TASK DETAILS => If a line in the data contains "Drive", copy it out.

[Extracted data entries]

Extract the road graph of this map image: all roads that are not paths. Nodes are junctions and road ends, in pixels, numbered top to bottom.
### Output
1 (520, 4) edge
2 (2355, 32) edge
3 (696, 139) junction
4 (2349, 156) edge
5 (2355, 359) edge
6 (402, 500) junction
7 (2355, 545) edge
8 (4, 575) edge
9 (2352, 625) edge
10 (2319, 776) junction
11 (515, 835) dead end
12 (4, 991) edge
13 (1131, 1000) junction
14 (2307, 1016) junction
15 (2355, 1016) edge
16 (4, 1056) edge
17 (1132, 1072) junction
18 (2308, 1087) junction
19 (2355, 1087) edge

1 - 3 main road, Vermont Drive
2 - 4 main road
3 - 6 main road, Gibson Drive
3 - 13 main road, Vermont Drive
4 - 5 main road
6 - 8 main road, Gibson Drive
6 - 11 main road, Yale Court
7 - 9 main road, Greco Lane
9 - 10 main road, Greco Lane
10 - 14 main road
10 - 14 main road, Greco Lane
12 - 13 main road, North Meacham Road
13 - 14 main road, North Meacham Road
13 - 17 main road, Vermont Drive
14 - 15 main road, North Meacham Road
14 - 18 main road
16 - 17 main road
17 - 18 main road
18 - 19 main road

YOUR RESPONSE =>
1 - 3 main road, Vermont Drive
3 - 6 main road, Gibson Drive
3 - 13 main road, Vermont Drive
6 - 8 main road, Gibson Drive
13 - 17 main road, Vermont Drive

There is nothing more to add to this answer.